What is expected - Each line of the entries below that holds "highway" is needed, copied in full.

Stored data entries
══════════

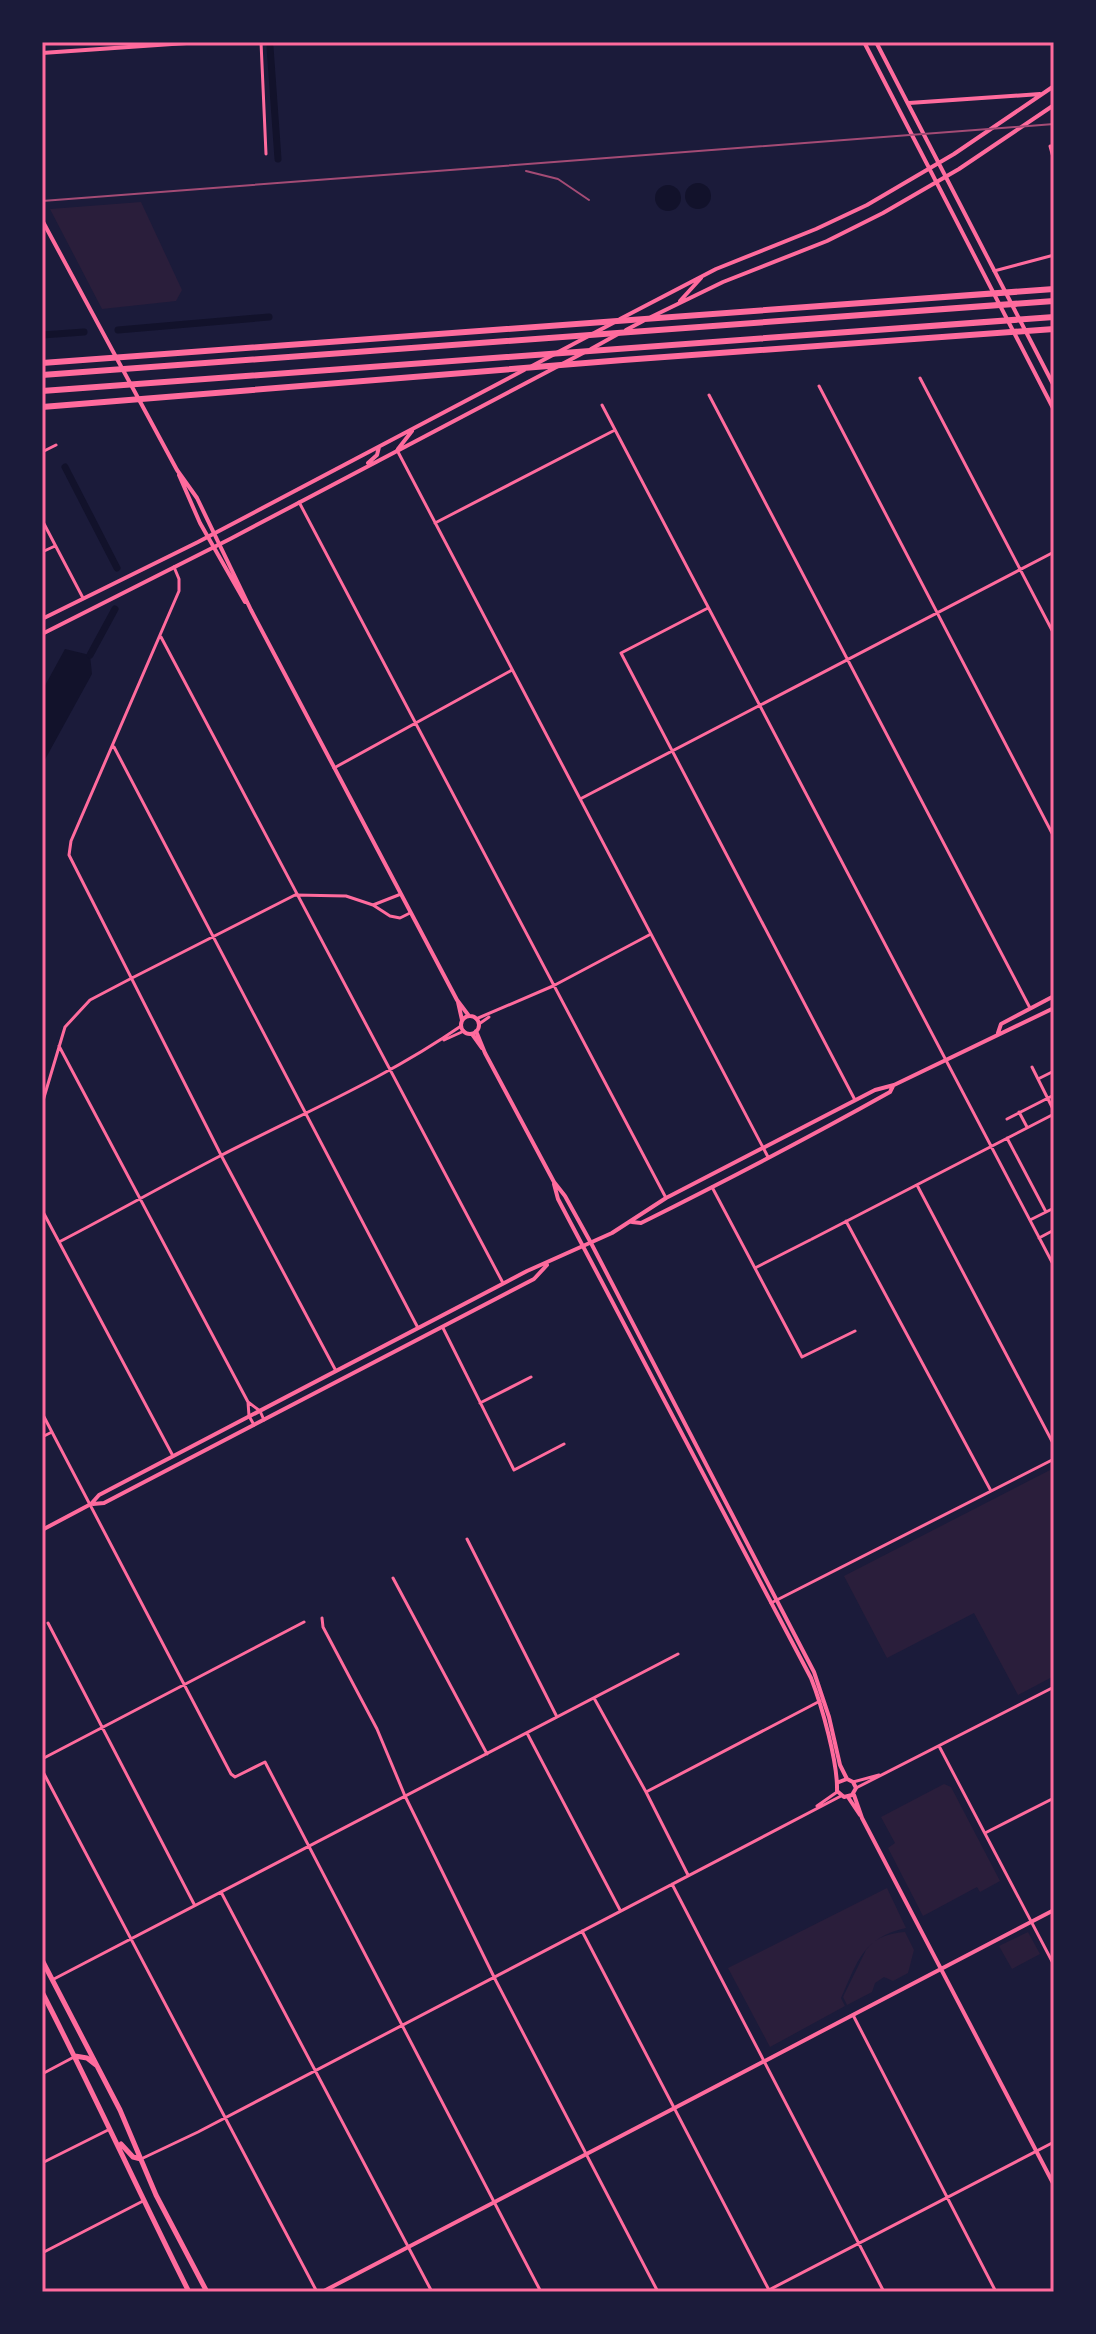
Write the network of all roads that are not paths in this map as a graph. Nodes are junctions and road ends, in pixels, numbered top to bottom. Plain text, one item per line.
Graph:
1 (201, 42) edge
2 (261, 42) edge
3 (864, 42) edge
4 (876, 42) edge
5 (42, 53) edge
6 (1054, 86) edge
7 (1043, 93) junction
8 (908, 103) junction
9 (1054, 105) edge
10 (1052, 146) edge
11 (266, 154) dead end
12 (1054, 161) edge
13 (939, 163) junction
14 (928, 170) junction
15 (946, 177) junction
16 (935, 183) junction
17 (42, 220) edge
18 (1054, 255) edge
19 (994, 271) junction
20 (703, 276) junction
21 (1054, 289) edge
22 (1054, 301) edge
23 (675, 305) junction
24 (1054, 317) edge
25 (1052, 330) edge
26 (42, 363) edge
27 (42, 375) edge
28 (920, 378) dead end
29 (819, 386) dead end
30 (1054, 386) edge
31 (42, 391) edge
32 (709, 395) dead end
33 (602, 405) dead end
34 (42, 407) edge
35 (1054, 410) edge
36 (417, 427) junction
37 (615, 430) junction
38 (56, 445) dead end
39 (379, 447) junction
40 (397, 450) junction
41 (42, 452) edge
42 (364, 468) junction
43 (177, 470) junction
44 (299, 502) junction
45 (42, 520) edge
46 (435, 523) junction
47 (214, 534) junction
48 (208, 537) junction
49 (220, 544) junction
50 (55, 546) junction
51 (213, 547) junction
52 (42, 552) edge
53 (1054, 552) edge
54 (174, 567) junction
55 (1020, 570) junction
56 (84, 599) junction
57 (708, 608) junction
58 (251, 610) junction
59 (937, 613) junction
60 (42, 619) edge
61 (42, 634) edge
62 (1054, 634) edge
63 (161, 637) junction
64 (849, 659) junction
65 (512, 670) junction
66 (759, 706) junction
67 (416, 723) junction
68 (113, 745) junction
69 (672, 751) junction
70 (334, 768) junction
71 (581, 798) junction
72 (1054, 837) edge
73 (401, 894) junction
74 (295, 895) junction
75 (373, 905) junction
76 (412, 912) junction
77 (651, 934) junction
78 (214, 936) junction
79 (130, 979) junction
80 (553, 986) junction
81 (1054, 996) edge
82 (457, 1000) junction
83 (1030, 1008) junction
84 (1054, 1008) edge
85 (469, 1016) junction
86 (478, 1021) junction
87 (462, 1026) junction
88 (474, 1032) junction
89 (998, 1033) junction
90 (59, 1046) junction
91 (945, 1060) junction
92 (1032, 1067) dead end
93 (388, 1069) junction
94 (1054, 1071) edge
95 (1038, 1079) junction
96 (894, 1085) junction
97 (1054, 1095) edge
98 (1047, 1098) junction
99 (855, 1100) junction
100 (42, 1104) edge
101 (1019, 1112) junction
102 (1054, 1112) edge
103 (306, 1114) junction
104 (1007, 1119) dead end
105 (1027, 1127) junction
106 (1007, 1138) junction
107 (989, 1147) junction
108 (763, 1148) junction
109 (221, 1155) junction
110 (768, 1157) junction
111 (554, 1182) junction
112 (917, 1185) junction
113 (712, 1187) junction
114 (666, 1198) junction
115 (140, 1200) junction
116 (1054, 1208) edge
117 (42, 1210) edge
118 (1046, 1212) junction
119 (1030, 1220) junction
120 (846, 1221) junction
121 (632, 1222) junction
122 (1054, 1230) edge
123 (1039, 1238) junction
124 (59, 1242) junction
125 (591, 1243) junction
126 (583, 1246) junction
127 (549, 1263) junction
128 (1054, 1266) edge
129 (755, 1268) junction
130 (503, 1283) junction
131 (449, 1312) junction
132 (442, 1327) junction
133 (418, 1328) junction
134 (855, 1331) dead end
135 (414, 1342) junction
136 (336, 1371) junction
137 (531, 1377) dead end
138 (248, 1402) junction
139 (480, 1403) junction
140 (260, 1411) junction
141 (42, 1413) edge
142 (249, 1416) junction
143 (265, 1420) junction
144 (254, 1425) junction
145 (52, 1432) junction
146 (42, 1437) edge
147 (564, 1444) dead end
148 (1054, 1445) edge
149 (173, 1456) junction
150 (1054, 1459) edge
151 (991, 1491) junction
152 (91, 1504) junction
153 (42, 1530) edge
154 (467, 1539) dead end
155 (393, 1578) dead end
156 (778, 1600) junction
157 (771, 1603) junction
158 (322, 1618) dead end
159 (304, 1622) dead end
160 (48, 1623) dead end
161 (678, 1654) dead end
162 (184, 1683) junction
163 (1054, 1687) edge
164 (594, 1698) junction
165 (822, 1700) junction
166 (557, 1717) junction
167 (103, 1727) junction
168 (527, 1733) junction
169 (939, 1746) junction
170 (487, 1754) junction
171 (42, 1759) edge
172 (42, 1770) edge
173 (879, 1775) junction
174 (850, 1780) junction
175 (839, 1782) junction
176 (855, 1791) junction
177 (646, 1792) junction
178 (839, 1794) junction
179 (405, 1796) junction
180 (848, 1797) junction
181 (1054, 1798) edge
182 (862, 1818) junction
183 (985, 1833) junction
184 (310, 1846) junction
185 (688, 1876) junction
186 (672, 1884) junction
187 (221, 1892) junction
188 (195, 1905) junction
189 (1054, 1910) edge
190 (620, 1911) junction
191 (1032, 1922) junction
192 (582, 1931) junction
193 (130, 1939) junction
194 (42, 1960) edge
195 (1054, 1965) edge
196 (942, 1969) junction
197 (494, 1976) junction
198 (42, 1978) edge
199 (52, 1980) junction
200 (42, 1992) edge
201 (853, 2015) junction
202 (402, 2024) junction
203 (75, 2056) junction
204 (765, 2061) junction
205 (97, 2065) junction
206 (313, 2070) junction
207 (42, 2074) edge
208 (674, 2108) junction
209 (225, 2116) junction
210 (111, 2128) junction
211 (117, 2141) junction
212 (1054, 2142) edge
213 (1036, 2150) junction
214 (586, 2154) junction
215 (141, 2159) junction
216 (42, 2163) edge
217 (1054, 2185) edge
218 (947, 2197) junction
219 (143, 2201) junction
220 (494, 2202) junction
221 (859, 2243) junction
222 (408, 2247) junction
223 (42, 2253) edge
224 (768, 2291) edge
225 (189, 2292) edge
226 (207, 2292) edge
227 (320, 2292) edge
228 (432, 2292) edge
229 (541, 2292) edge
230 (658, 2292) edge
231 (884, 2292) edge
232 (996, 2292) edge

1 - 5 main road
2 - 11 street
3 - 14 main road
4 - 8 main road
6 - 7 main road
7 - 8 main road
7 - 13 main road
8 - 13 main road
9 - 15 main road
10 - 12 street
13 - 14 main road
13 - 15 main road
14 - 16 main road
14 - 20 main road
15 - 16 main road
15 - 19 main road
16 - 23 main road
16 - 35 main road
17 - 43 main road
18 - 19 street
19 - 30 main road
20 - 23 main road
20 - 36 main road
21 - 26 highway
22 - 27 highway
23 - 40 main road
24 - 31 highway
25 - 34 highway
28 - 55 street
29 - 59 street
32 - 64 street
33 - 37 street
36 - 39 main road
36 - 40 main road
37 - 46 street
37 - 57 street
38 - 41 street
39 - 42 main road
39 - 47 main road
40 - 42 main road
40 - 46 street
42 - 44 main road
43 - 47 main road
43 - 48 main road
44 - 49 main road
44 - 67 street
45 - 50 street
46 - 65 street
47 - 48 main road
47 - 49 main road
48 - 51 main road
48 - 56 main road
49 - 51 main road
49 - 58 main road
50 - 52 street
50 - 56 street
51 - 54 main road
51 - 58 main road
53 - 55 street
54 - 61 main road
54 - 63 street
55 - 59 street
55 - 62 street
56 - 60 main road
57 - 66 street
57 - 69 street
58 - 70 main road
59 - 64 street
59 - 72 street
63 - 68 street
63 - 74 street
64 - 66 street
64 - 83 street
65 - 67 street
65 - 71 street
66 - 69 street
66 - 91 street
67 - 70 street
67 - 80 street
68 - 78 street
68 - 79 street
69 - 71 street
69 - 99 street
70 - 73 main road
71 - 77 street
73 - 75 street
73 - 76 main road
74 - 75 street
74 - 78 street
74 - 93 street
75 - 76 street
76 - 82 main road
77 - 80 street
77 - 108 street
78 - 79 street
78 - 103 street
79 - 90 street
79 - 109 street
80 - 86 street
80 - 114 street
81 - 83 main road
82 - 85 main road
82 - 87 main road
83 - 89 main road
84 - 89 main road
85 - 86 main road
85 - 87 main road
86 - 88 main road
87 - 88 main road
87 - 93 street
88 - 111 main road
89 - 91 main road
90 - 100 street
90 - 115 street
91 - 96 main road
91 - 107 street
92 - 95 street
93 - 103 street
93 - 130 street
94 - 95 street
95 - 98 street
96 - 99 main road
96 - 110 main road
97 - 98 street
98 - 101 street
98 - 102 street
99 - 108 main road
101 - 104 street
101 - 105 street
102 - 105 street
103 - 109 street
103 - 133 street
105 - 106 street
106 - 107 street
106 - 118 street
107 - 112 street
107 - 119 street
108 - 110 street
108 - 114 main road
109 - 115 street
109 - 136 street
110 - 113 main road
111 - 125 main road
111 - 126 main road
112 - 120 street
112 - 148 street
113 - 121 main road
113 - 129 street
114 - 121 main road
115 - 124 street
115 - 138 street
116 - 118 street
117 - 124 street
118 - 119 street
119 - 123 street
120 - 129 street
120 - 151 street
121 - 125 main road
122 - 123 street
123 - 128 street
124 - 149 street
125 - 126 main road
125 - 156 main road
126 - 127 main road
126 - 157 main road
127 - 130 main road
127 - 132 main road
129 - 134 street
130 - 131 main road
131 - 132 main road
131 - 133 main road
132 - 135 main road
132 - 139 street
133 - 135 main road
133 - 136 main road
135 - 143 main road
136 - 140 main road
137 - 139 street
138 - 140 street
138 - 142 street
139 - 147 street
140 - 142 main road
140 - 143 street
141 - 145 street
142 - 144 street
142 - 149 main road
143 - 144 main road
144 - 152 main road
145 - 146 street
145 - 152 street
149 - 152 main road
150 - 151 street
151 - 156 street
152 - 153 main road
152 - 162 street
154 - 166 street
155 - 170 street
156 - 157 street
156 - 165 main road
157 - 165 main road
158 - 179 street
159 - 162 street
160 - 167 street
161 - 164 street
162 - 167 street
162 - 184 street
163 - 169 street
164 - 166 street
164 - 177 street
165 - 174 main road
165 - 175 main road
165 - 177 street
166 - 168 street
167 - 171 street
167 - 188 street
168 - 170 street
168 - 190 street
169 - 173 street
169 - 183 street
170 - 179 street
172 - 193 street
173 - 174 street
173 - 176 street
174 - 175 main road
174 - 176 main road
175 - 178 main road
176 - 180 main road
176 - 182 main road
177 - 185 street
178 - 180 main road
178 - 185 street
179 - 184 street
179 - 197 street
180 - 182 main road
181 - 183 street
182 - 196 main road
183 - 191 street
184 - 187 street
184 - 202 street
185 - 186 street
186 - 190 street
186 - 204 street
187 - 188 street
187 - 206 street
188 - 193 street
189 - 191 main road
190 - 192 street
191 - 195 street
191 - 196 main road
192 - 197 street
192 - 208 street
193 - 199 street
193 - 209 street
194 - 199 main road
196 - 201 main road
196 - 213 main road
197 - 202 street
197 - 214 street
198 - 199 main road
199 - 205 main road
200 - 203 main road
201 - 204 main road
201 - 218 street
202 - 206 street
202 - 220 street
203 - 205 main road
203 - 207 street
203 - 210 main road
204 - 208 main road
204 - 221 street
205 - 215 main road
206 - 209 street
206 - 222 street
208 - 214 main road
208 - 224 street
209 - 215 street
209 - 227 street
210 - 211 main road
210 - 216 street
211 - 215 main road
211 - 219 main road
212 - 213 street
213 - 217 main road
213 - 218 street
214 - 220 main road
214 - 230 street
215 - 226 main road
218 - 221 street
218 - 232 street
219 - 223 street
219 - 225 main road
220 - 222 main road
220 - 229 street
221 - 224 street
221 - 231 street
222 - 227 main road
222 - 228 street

══════════

Answer space -
21 - 26 highway
22 - 27 highway
24 - 31 highway
25 - 34 highway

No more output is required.